At the Faculty of Adult Psychiatry 2025 Conference , symposia lectures and workshops introduced psychiatrist attendees to emerging technologies such as AI-guided documerntation and formulation, VR-delivered AI-guided positive emotion activation, and AI-guided psychometric assessment.
I was delighted that my neurologist 'twin' "psychointerventionalist" Dr Stephane Verhaeghe, who is collaborating with me at Uspace Young Adult Mental Health Service at St Vincent's Private Hospital Sydney to progress the R&D work within our 'mental health innovation incubator' I've established there, enjoyed outlining to a packed room of psychiatrists the groundbreaking work he has been doing with Brain Vector using VR-delivered AI-guided positive emotion activation, at the SPPP 'future technology symposium', which complemented the 'AI symposium' preceeding it.
I enjoyed watching the faces of my colleagues when an AI companion skillfully interviewed a mock patient who only partially complied with the questions exploring DSM-5 ADHD criteria based on the DIVA-5 questionnaire, overseen by a mock psychiatrist collaborating with a mock GP delivering person-centred shared care.
A symposum was also conducted at the FAPC 2025 considering how we are going to fund the training of psychiatrists in private practice - to ensure we have a fit, broadly skilled psychiatrist workforce, trained to deliver hybrid technology-enhanced models of care of the future.
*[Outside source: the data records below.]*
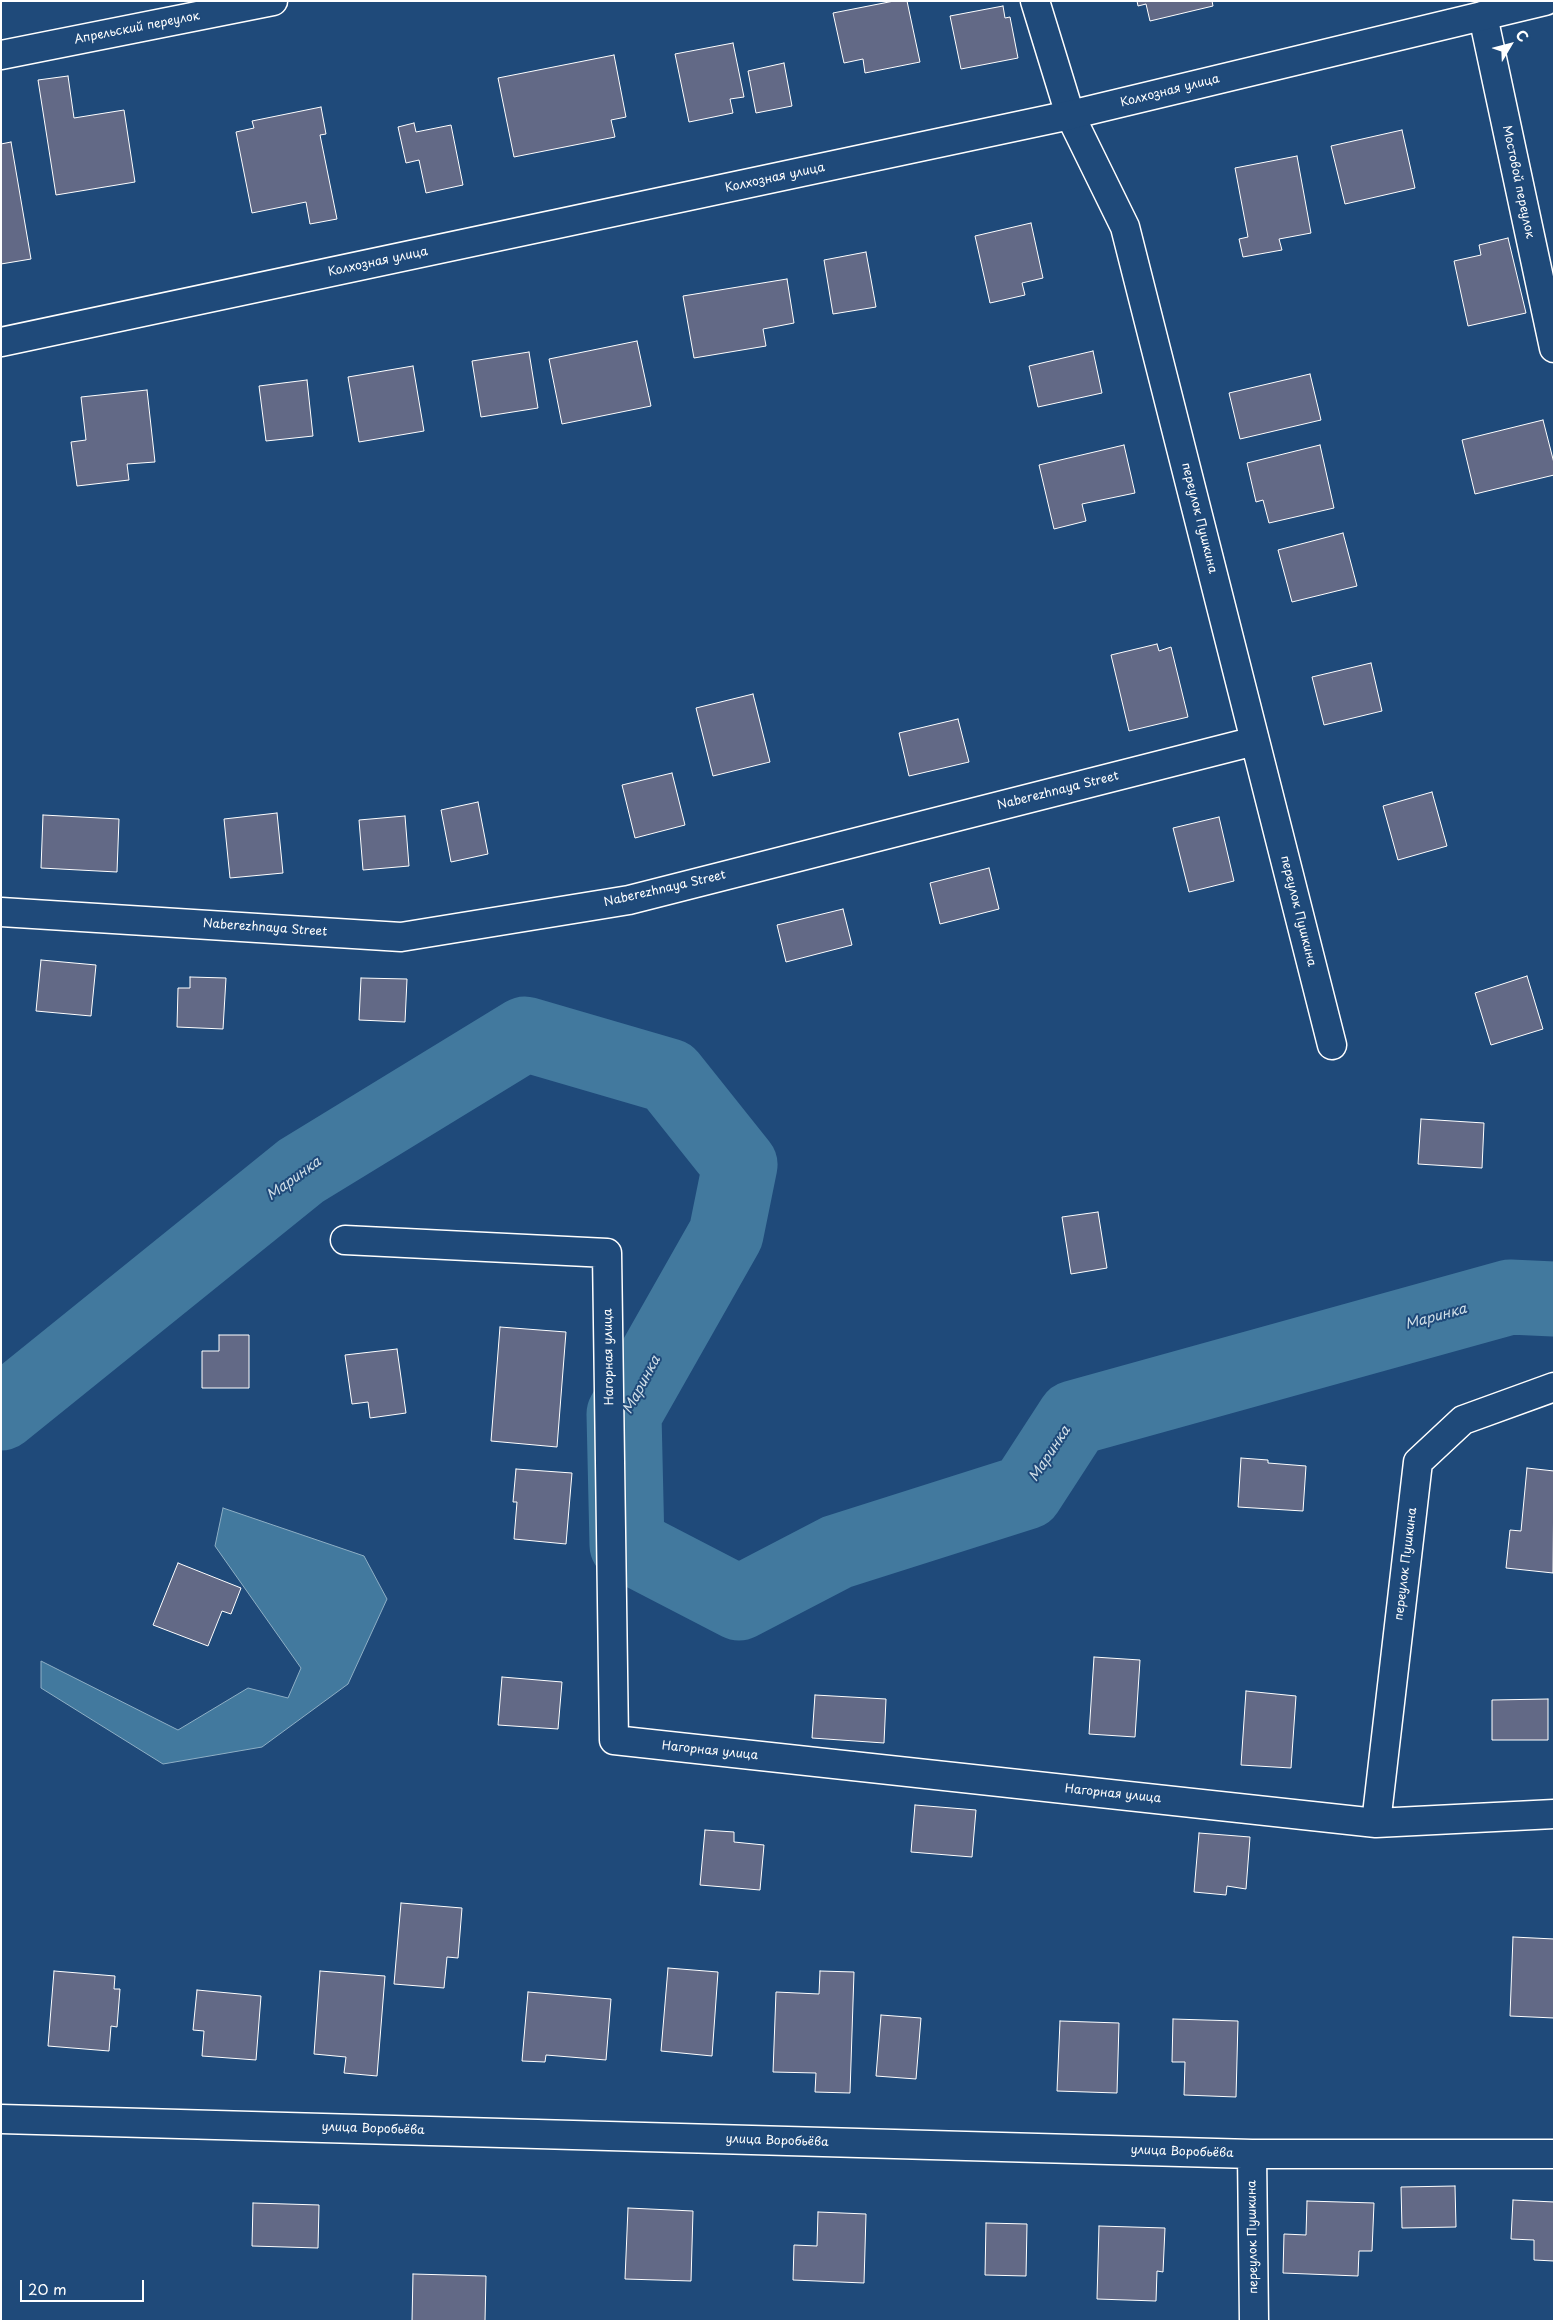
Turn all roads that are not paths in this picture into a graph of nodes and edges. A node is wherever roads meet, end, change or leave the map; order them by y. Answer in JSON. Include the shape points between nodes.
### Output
{"nodes":[{"id":1,"x":272,"y":1,"type":"edge"},
{"id":2,"x":1035,"y":1,"type":"edge"},
{"id":3,"x":1545,"y":1,"type":"edge"},
{"id":4,"x":1483,"y":16,"type":"junction"},
{"id":5,"x":1,"y":55,"type":"edge"},
{"id":6,"x":1070,"y":115,"type":"junction"},
{"id":7,"x":1,"y":342,"type":"edge"},
{"id":8,"x":1554,"y":348,"type":"edge"},
{"id":9,"x":1255,"y":741,"type":"junction"},
{"id":10,"x":1,"y":912,"type":"edge"},
{"id":11,"x":1332,"y":1046,"type":"dead end"},
{"id":12,"x":344,"y":1240,"type":"dead end"},
{"id":13,"x":1554,"y":1387,"type":"edge"},
{"id":14,"x":1554,"y":1814,"type":"edge"},
{"id":15,"x":1376,"y":1823,"type":"junction"},
{"id":16,"x":1,"y":2119,"type":"edge"},
{"id":17,"x":1252,"y":2154,"type":"junction"},
{"id":18,"x":1554,"y":2154,"type":"edge"},
{"id":19,"x":1254,"y":2321,"type":"edge"}],
"edges":[{"from":1,"to":5,"type":"street","name":"Апрельский переулок"},
{"from":2,"to":6,"type":"street","name":"переулок Пушкина"},
{"from":3,"to":4,"type":"street","name":"Колхозная улица"},
{"from":4,"to":6,"type":"street","name":"Колхозная улица"},
{"from":4,"to":8,"type":"street","name":"Мостовой переулок"},
{"from":6,"to":7,"type":"street","name":"Колхозная улица"},
{"from":6,"to":9,"type":"street","name":"переулок Пушкина","via":[[1125,227]]},
{"from":9,"to":10,"type":"street","name":"Naberezhnaya Street","via":[[630,900],[401,937]]},
{"from":9,"to":11,"type":"street","name":"переулок Пушкина"},
{"from":12,"to":15,"type":"street","name":"Нагорная улица","via":[[607,1253],[614,1740]]},
{"from":13,"to":15,"type":"street","name":"переулок Пушкина","via":[[1463,1420],[1418,1462]]},
{"from":14,"to":15,"type":"street","name":"Нагорная улица"},
{"from":16,"to":17,"type":"street","name":"улица Воробьёва"},
{"from":17,"to":18,"type":"street","name":"улица Воробьёва"},
{"from":17,"to":19,"type":"street","name":"переулок Пушкина"}]}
Three funding models were considered (private-public partnership, self-funded, and applying a version of the existing GP supervision funding model to private practice psychiatrists) in a symposium about transforming the way we train psychiatry registrars, enabling them to undertake psychiatric training in private practices across Australia and NZ.
As the Doctrine says, we need emerging technologies and novel models to create new systems to transform healthcare.Two original pilot projects are ready for implementation:
1. An education/training and supervision/mentorship program for GPs to collaborate with psychiatrists to enhance ADHD mental health care in NSW.
2. A private sector training program that will enable psychiatry registrars to complement their colleagues in both the public and private sectors.
I am very excited that my colleagues have responded so positively to the multi-faceted work I am doing to develop and incorporate new and emerging technologies into clinical settings using best practice person-centred share care models to revolutionise psychiatry.
The time has arrived for us to take a lead role. We need to provide clinical governance to ensure these technologies are used in a helpful and safe manner. The collaborations are growing.
We need passion, courage and grit to invent a new, alternative, modernised mental health system.